The pattern of who follows who still holds true, but a new thing has started – goosenecks. This is a description of a chart where the index is low or flat all day and then at the end it suddenly skyrockets, followed by a little dip before it closes. The result looks like a swan swimming from left to right. It used to be that these only happened when something splendiforously fantabulous happened economy-wise. They were very rare. Nowadays, they are common.

So what’s up?:

Central Bank interventions – that’s what’s up. So here’s how this works: Asia opens up (Australia first, then Japan, then Shanghai and Hong Kong. India is inbetween these and the EU) and their stocks imitate what the US did the previous day. If the previous day for the US was down, then their stocks will trend down by similar amounts until one of their central banks intervenes. Suddenly, and for no reason – ZOOM! Up go their stocks – led by banks. Then the EU opens up (3:30AM EST) and their indexes follow whatever Asia was doing right at the moment – so usually up, with banks leading. Then, they drop for a bit until about 11am GMT -1 and suddenly the ECB or IMF jumps in and ZOOM! Up go the EU indexes.

Unlike Asia, EU intervention ALWAYS comes with some sort of rosy sounding headline. Today’s is this:

Europe stocks rally on crisis-resolution hopes

Wrong. Last week there was an occurrence of this kind of BS and German 1yr bonds actually had a NEGATIVE yield. That means that the expected payoff for purchasing one was that you would LOSE money. Who invests in something that  guarantees a loss? The ECB does.

So, then the US futures get excited because the EU markets are all excited and the US markets open with gains, but immediately start dropping off. Around 10:30 to 11:00 AM EST the Fed hops in and pumps some cash into banks and presto! Instant rally. Of course there are the appropriately rosy articles that come out about how everything is going to be fine in the EU and then some fluff story about our own debt and spending troubles getting in hand, etc, etc, blech.
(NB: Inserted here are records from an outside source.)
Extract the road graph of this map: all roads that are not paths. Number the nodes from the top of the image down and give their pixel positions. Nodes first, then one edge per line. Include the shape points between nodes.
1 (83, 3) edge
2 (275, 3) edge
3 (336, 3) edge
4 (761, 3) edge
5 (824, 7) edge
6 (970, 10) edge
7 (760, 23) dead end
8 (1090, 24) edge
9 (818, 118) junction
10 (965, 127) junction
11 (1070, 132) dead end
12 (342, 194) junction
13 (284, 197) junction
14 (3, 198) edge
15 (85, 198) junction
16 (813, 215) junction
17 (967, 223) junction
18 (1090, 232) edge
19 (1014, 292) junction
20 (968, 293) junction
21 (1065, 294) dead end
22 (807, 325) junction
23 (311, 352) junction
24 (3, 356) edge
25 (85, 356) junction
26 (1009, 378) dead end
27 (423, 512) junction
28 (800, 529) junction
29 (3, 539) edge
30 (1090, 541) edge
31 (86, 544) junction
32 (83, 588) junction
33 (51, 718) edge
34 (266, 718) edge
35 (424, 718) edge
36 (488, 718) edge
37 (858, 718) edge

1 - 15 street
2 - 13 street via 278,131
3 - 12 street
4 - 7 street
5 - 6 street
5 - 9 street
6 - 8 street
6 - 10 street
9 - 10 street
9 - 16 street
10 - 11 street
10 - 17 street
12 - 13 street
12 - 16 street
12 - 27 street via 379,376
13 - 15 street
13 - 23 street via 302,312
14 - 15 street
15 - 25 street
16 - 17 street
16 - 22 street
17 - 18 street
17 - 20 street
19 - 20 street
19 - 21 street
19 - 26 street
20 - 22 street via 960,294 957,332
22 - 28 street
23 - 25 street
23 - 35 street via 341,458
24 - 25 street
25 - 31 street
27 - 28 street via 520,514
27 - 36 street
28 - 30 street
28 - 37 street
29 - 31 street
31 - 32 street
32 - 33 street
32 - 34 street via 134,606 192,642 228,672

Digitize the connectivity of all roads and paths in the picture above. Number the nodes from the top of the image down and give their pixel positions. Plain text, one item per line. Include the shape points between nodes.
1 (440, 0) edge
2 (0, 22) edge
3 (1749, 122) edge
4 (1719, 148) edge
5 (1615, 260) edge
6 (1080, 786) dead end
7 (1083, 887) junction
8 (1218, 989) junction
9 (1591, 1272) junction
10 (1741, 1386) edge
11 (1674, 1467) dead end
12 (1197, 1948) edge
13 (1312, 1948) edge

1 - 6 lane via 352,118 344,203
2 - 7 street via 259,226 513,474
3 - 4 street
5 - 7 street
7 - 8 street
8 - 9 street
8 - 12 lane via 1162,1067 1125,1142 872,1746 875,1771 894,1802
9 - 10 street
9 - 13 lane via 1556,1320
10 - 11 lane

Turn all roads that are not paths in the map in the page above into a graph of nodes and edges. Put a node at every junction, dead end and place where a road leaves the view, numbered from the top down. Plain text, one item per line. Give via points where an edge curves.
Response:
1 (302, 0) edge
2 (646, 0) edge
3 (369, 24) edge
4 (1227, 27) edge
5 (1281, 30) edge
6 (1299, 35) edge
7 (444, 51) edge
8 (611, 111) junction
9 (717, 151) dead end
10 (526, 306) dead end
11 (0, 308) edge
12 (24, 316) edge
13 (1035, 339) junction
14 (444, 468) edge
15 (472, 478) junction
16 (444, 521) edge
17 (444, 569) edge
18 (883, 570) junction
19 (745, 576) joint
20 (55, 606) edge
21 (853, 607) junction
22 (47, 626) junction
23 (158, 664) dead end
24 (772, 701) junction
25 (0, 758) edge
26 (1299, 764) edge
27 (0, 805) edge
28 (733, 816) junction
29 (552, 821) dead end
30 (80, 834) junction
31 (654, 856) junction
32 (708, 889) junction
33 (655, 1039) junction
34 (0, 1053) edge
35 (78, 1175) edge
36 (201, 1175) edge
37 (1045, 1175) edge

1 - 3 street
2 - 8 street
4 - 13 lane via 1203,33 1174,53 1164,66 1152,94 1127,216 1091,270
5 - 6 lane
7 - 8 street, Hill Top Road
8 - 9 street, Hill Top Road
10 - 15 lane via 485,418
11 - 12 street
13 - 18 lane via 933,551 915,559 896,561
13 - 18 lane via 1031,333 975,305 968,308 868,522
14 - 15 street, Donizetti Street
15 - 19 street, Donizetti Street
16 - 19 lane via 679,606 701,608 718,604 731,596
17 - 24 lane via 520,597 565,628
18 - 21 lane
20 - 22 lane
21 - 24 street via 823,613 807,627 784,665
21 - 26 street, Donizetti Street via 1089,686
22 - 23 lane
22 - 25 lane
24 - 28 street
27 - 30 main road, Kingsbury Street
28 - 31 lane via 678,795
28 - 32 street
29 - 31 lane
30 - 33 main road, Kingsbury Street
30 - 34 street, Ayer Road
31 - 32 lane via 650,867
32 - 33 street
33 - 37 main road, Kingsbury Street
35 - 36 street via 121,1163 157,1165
The economy is a dead body and the central banks are propping it up.

What this means for regular Joe:

Don’t be in the stock market. Keep enough money in the bank to cover your expenses and keep the rest in cash or whatever you like, but don’t leave it in an institution that dabbles in that mess. All banks invest in the markets, and when the central banks finally get to the point they can’t prop them up any more these banks are going to implode. When that happens, you can forget about 401K plans, pensions, IRAs and any other savings you might have tucked away.

People like to talk about hyperinflation and whatnot – and that is a clear possibility given what the central banks are doing – but the first thing that will happen is that you won’t be able to get to your money. For this reason, have most of it on hand in cash. Don’t mess around with risking it in some bank’s hands.

When will trouble start?

I can’t say for sure, but consider this – if things really do turn around and economic indicators (particularly producer’s indicators) get better, unemployment gets back down to 5%, and wages start increasing while prices decrease – then put your money back in. Until that stuff happens (and I don’t think it will for the foreseeable future), don’t risk your money with somebody else.